All TB patients in South Korea are reported to the KNTSS[43]. Cases notified between 1 August 2011 and 31 July 2014 in public–private mix (PPM) institutions were extracted from the database on 31 May 2015, thus including at least 10 months of follow-up for each patient. Exclusion criteria were as follows—multidrug-resistant TB, presence of rifampicin or isoniazid mono-resistance, DS-TB treated without rifampicin, TB involving the spinal, skeletal, or central nervous system, change of diagnosis, or data errors.

Merging, and reclassification of treatment outcomes

The process of merging and reclassifying the 10 raw outcomes recorded on KNTSS (cure, completion, failure, LTFU, transfer-out, TB-related death, TB-unrelated death, still on treatment, diagnosis change and others) into six integrated outcomes by an operational definition (treatment success, failure, LTFU, still on treatment, death, and others) is described in the Supplementary Note.
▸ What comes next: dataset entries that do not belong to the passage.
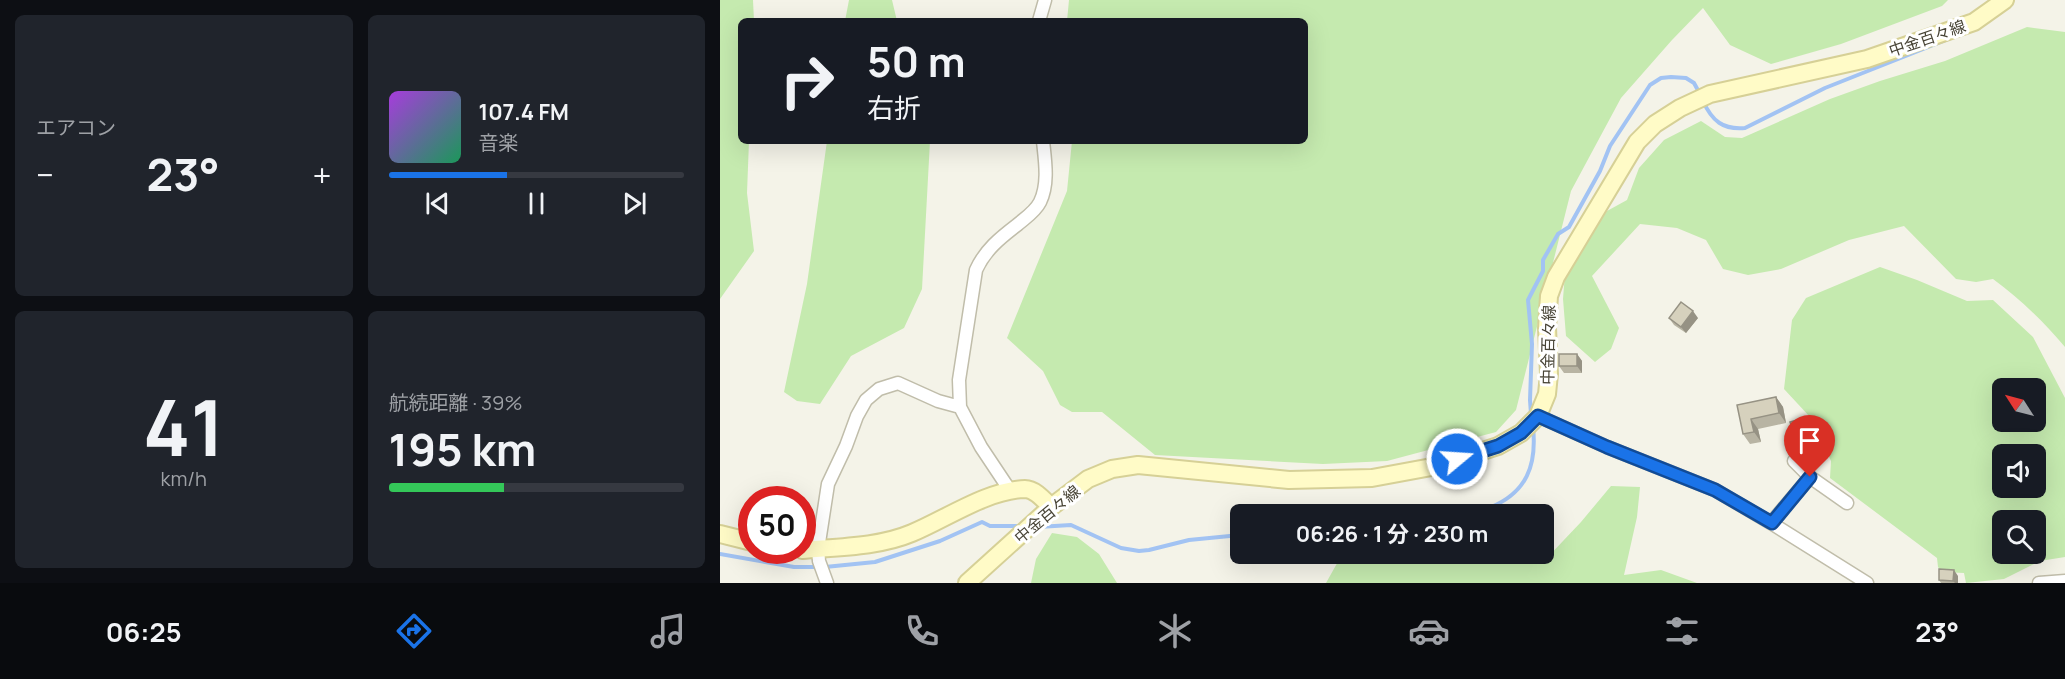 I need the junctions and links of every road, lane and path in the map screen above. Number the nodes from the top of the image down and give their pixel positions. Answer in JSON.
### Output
{"nodes":[{"id":1,"x":1045,"y":0,"type":"edge"},
{"id":2,"x":2005,"y":0,"type":"edge"},
{"id":3,"x":1040,"y":18,"type":"edge"},
{"id":4,"x":1043,"y":144,"type":"edge"},
{"id":5,"x":960,"y":407,"type":"junction"},
{"id":6,"x":1538,"y":416,"type":"junction"},
{"id":7,"x":1794,"y":461,"type":"dead end"},
{"id":8,"x":1810,"y":477,"type":"junction"},
{"id":9,"x":1011,"y":492,"type":"junction"},
{"id":10,"x":1847,"y":503,"type":"dead end"},
{"id":11,"x":1046,"y":511,"type":"junction"},
{"id":12,"x":1772,"y":523,"type":"junction"},
{"id":13,"x":816,"y":528,"type":"edge"},
{"id":14,"x":720,"y":534,"type":"edge"},
{"id":15,"x":738,"y":538,"type":"edge"},
{"id":16,"x":816,"y":552,"type":"edge"},
{"id":17,"x":816,"y":564,"type":"edge"},
{"id":18,"x":825,"y":580,"type":"edge"},
{"id":19,"x":2065,"y":581,"type":"edge"},
{"id":20,"x":967,"y":583,"type":"edge"},
{"id":21,"x":1867,"y":583,"type":"edge"},
{"id":22,"x":2039,"y":583,"type":"edge"}],
"edges":[{"from":1,"to":3,"type":"street"},
{"from":2,"to":6,"type":"main road","name":"中金百々線"},
{"from":4,"to":5,"type":"street"},
{"from":5,"to":9,"type":"street"},
{"from":5,"to":13,"type":"street"},
{"from":6,"to":11,"type":"main road","name":"中金百々線"},
{"from":6,"to":12,"type":"street"},
{"from":7,"to":8,"type":"street"},
{"from":8,"to":10,"type":"street"},
{"from":8,"to":12,"type":"street"},
{"from":9,"to":11,"type":"main road"},
{"from":9,"to":16,"type":"main road"},
{"from":11,"to":20,"type":"main road","name":"中金百々線"},
{"from":12,"to":21,"type":"street"},
{"from":14,"to":15,"type":"main road"},
{"from":17,"to":18,"type":"street"},
{"from":19,"to":22,"type":"street"}]} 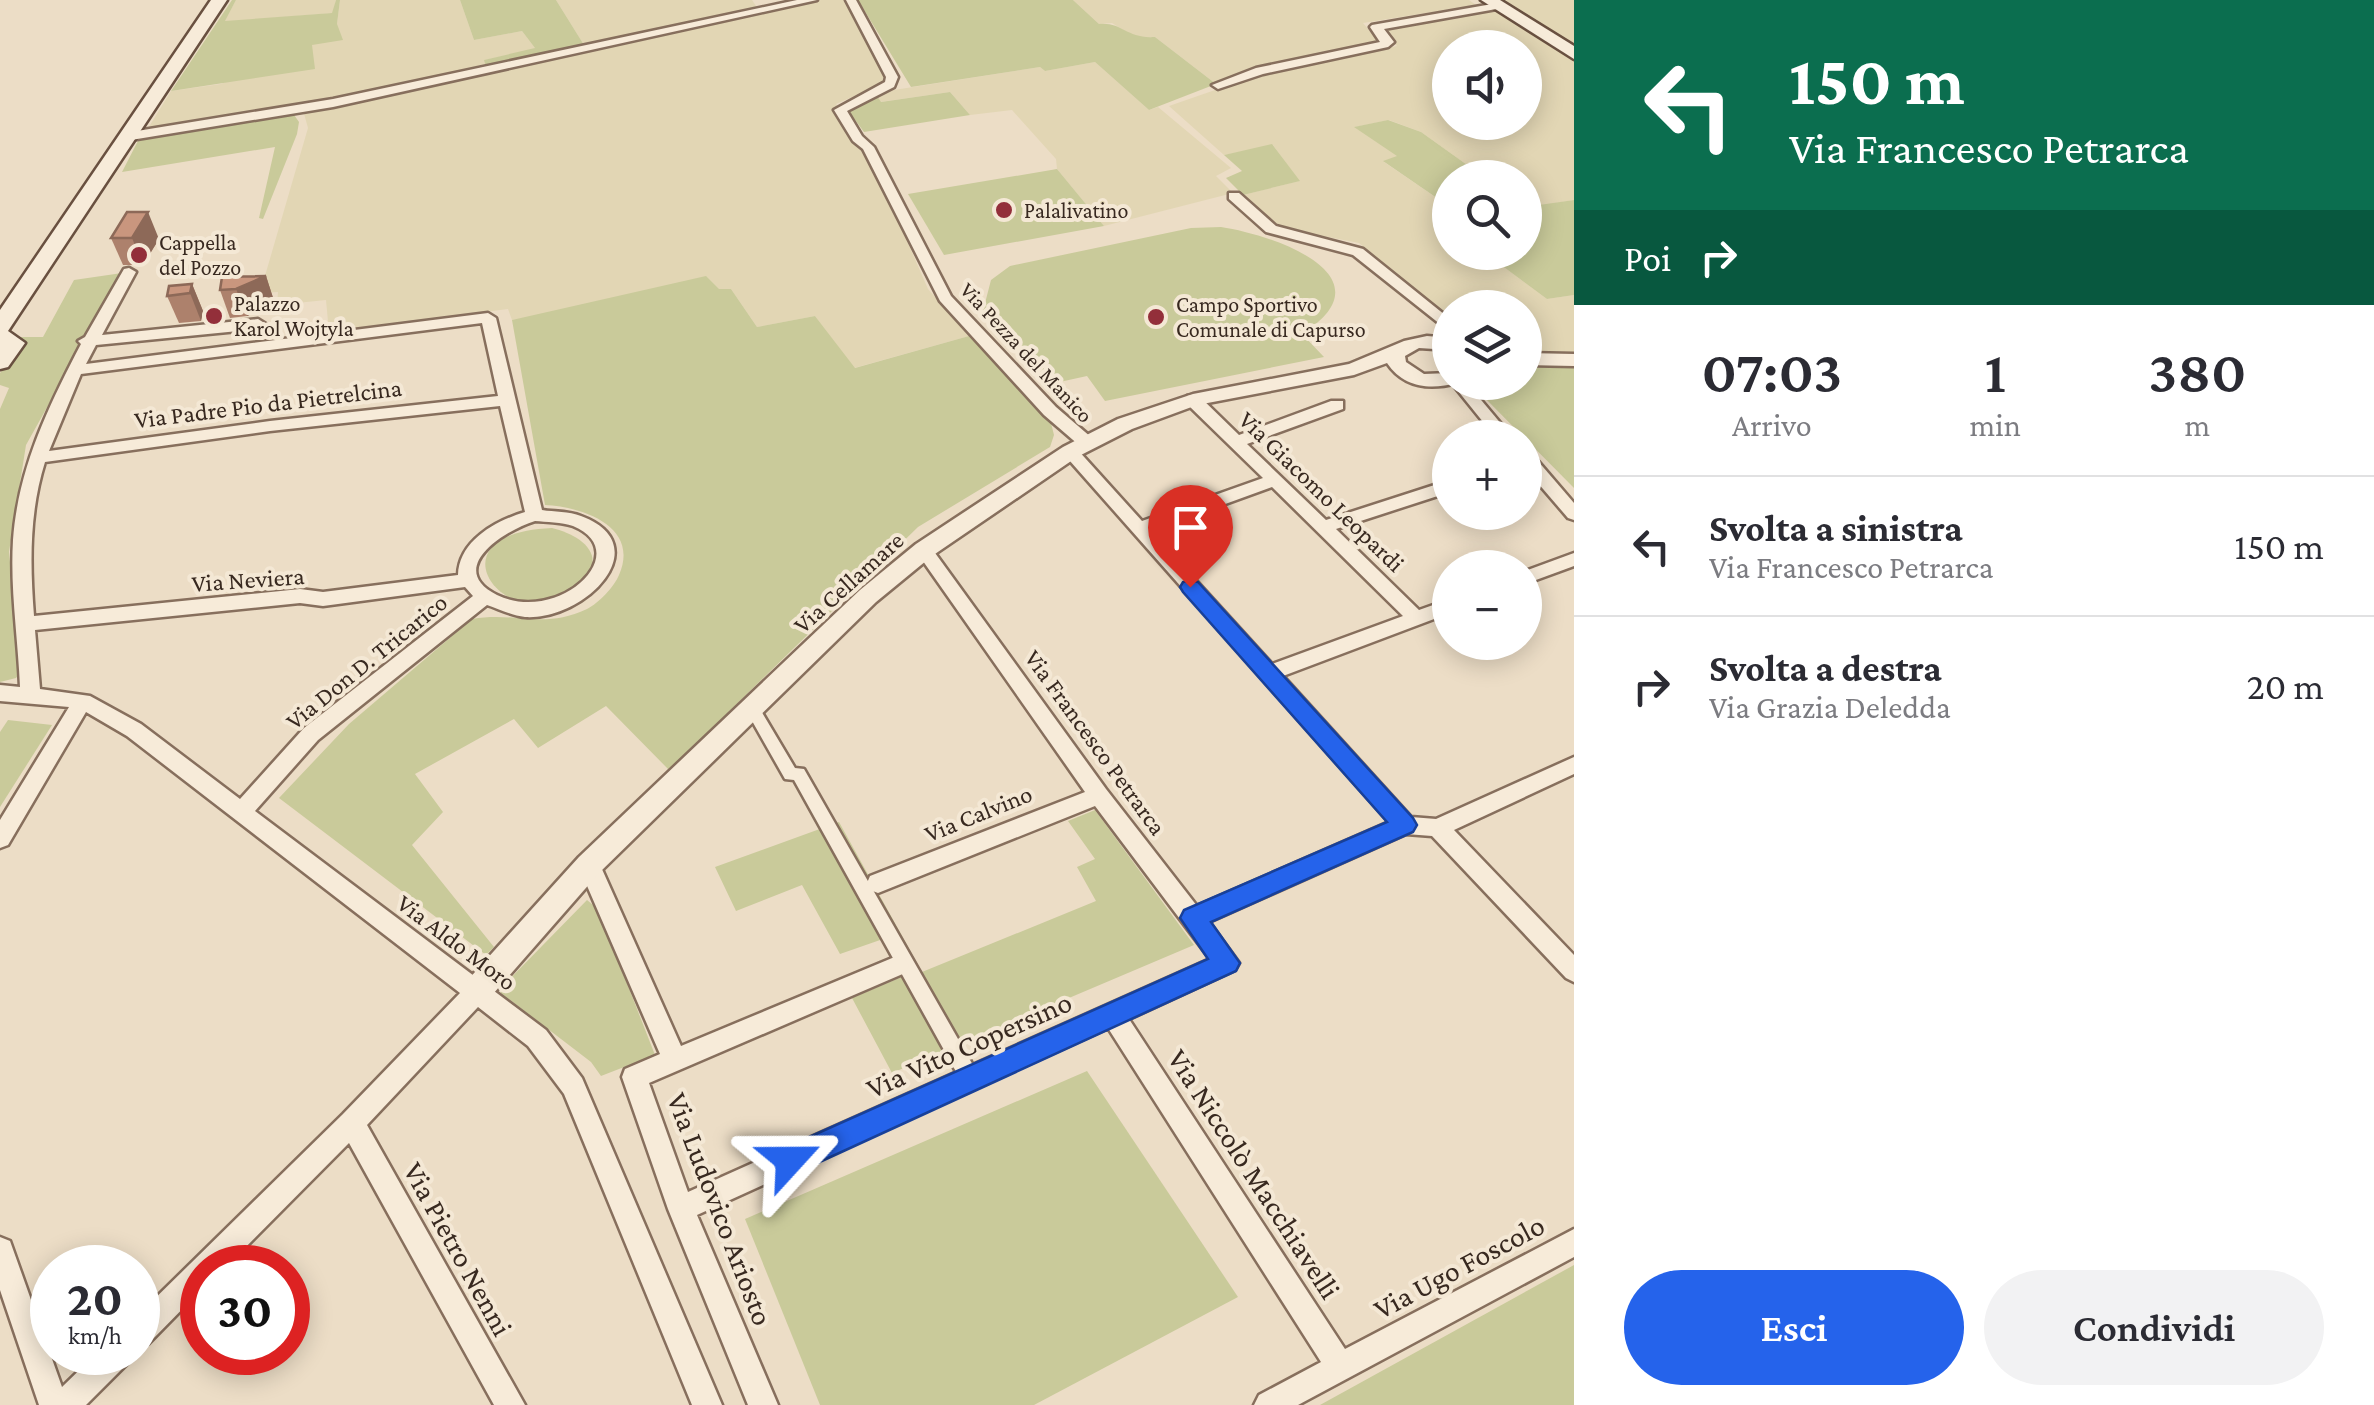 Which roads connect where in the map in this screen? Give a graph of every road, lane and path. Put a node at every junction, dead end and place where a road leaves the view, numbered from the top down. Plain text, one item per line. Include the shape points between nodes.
1 (219, 0) edge
2 (812, 0) edge
3 (851, 0) edge
4 (1494, 3) edge
5 (1574, 54) edge
6 (1218, 85) dead end
7 (130, 136) junction
8 (1234, 196) dead end
9 (128, 272) dead end
10 (1432, 322) edge
11 (258, 324) dead end
12 (3, 334) edge
13 (88, 341) junction
14 (1432, 341) edge
15 (1395, 354) junction
16 (1542, 360) edge
17 (1574, 360) edge
18 (0, 362) edge
19 (1354, 368) junction
20 (79, 370) junction
21 (1406, 373) junction
22 (1432, 378) edge
23 (506, 400) junction
24 (1194, 400) junction
25 (1465, 400) edge
26 (1470, 400) edge
27 (1337, 405) dead end
28 (1481, 414) junction
29 (1487, 420) edge
30 (1236, 442) junction
31 (1078, 447) junction
32 (36, 458) junction
33 (1275, 480) junction
34 (1542, 480) edge
35 (1432, 492) edge
36 (1574, 514) edge
37 (534, 515) junction
38 (1323, 527) junction
39 (1139, 529) junction
40 (924, 550) junction
41 (1574, 559) edge
42 (1542, 571) edge
43 (478, 588) junction
44 (1432, 612) edge
45 (1416, 618) junction
46 (27, 624) junction
47 (1268, 674) junction
48 (0, 693) edge
49 (30, 694) junction
50 (83, 701) junction
51 (752, 708) junction
52 (1574, 766) edge
53 (1099, 794) junction
54 (241, 812) junction
55 (1405, 825) junction
56 (1438, 828) junction
57 (0, 839) edge
58 (589, 866) junction
59 (878, 884) dead end
60 (1193, 918) junction
61 (1227, 963) joint
62 (897, 966) dead end
63 (1574, 971) edge
64 (476, 992) junction
65 (1114, 1016) junction
66 (675, 1060) junction
67 (971, 1080) junction
68 (352, 1123) junction
69 (681, 1209) junction
70 (1574, 1242) edge
71 (228, 1245) edge
72 (0, 1251) edge
73 (180, 1293) edge
74 (160, 1312) edge
75 (1340, 1366) junction
76 (96, 1375) edge
77 (68, 1402) edge
78 (510, 1405) edge
79 (707, 1405) edge
80 (763, 1405) edge
81 (1268, 1405) edge

1 - 7 main road
2 - 7 street via 333,103
3 - 31 street, Via Pezza del Manico via 892,76 890,84 840,110 868,147 946,298
4 - 5 main road
4 - 6 street via 1376,26 1388,42 1384,46
7 - 12 main road
8 - 10 street via 1271,229 1358,252
9 - 13 street
11 - 13 street
12 - 18 main road via 14,343
13 - 20 street
14 - 15 street, Via Cellamare
15 - 19 street, Via Cellamare
15 - 21 street
16 - 17 street
19 - 21 street, Via Cellamare
19 - 24 street, Via Cellamare
20 - 23 street via 488,318
20 - 32 street
21 - 22 street, Via Cellamare
23 - 32 street, Via Padre Pio da Pietrelcina
23 - 37 street
24 - 30 street, Via Giacomo Leopardi
24 - 31 street, Via Cellamare
25 - 28 street
26 - 28 street
27 - 30 street
28 - 29 street
30 - 33 street, Via Giacomo Leopardi
31 - 39 street
31 - 40 street, Via Cellamare
32 - 46 street via 22,539
33 - 38 street, Via Giacomo Leopardi
33 - 39 street
34 - 36 street
35 - 38 street
37 - 43 street via 482,539 469,566
37 - 43 street via 556,515 593,529 604,542 602,574 572,601 549,608 525,610
38 - 45 street, Via Giacomo Leopardi
39 - 47 street
40 - 51 street, Via Cellamare
40 - 53 street, Via Francesco Petrarca
41 - 42 street
43 - 46 street, Via Neviera via 323,600 300,596
43 - 54 street, Via Don D. Tricarico via 311,734
44 - 45 street
45 - 47 street
46 - 49 street
47 - 55 street
48 - 49 street, Via Aldo Moro
49 - 50 street, Via Aldo Moro
50 - 54 street, Via Aldo Moro via 134,730
50 - 57 street
51 - 58 street, Via Cellamare
51 - 67 street via 791,776 798,773
52 - 56 street
53 - 59 street, Via Calvino
53 - 60 street, Via Francesco Petrarca
54 - 64 street, Via Aldo Moro
55 - 56 street
55 - 60 street
56 - 63 street
58 - 64 street, Via Cellamare
58 - 66 street, Via Ludovico Ariosto
60 - 61 street, Via Francesco Petrarca
61 - 65 street, Via Vito Copersino
62 - 66 street, Via Ludovico Ariosto
64 - 68 street
64 - 79 street, Via Aldo Moro via 537,1038 573,1086
65 - 67 street, Via Vito Copersino
65 - 75 street, Via Niccolò Macchiavelli
66 - 69 street, Via Ludovico Ariosto via 634,1077
67 - 69 street, Via Vito Copersino
68 - 71 street
68 - 78 street, Via Pietro Nenni
69 - 80 street, Via Ludovico Ariosto
70 - 75 street, Via Ugo Foscolo
72 - 77 street
73 - 74 street
75 - 81 street, Via Ugo Foscolo
76 - 77 street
In cases of relapse, only the first record was included. Treatment outcomes—cure, completion, LTFU, failure, and death—within KNTSS were defined according to the WHO criteria[19].

Exposure variables

Demographic characteristics, results of microbiological examination, details of anti-TB regimens, and final treatment outcomes were included in the KNTSS dataset. All patients were classified into five age groups (< 20, 20–34, 35–49, 50–64, ≥ 65). Distance from home to the treatment centre was calculated indirectly based on hospital location and the district where the patients lived. The distance was classified into instances where the hospital and patient’s residence were within the same municipal level divisions (district, city, or county) (close), in different district, city or county but located within the same large administrative divisions (province or metropolitan city) (far) or within the different large administrative divisions (far-away). Considering that the average area of district, city and county in South Korea is 49.8 km2, 539.5 km2 and 669.3 km2, respectively, the estimated geographical distance of ‘close’ would range from several kilometres up to approximately 50 km. In addition, as the average area of a metropolitan city and province in South Korea is 736.2 km2 and 11,813.9 km2 respectively, we can speculate that the distance representing ‘far-away’ would be considerably more than 50 km, with a maximum of several hundred kilometres. The classification of ‘far’ would range between that of ‘close’ and ‘far-away’. Patients were also classified into four categories by history of previous treatment for TB (types of registration): new, treatment after LTFU, relapse, and other previously treated patients. The category ‘other previously treated patients’ was composed of ‘treatment after failure patients’ and ‘other previously treated patients’ which were defined according to the WHO criteria[19]. Having multiple records before LTFU- indicating that the patient had transferred between TB centres before the final treatment outcome was reported—was also assessed as a risk factor of interest.

Statistical analysis

The percentage of patients LTFU was calculated and then risk factors for LTFU were investigated in a time-to-event model with events of competing risk, where ‘LTFU’ was the outcome of interest, ‘death’, ‘failure’ and ‘treatment success’ the outcomes with competing risk, and other outcomes were censored. To avoid bias associated with an extended treatment duration, which increases the risk of LTFU, the maximum follow-up period of all cases was limited to 300 days. Cases with outcomes reported after (>) 300 days were reclassified as ‘still on treatment’ and censored in the analysis. Univariable and multivariable competing risks analyses were used to assess the association between LTFU and demographic, clinical, and hospital-specific variables and performed with the Fine and Gray method. A sensitivity analysis restricted the study population to only patients with pulmonary TB. Statistical analyses were conducted with R v.3.5.2 (R foundation for Statistical Computing, Vienna, Austria).

Ethics approval

The study protocol was approved by the Institutional Review Board of Incheon St. Mary’s Hospital, Korea (IRB No: OC14RCSI0149) and the need for informed consent was waived given the retrospective nature of the study. All patients' records were previously anonymised to ensure patient confidentiality. All methods were performed in accordance with the relevant guidelines and regulations. Supplementary Information.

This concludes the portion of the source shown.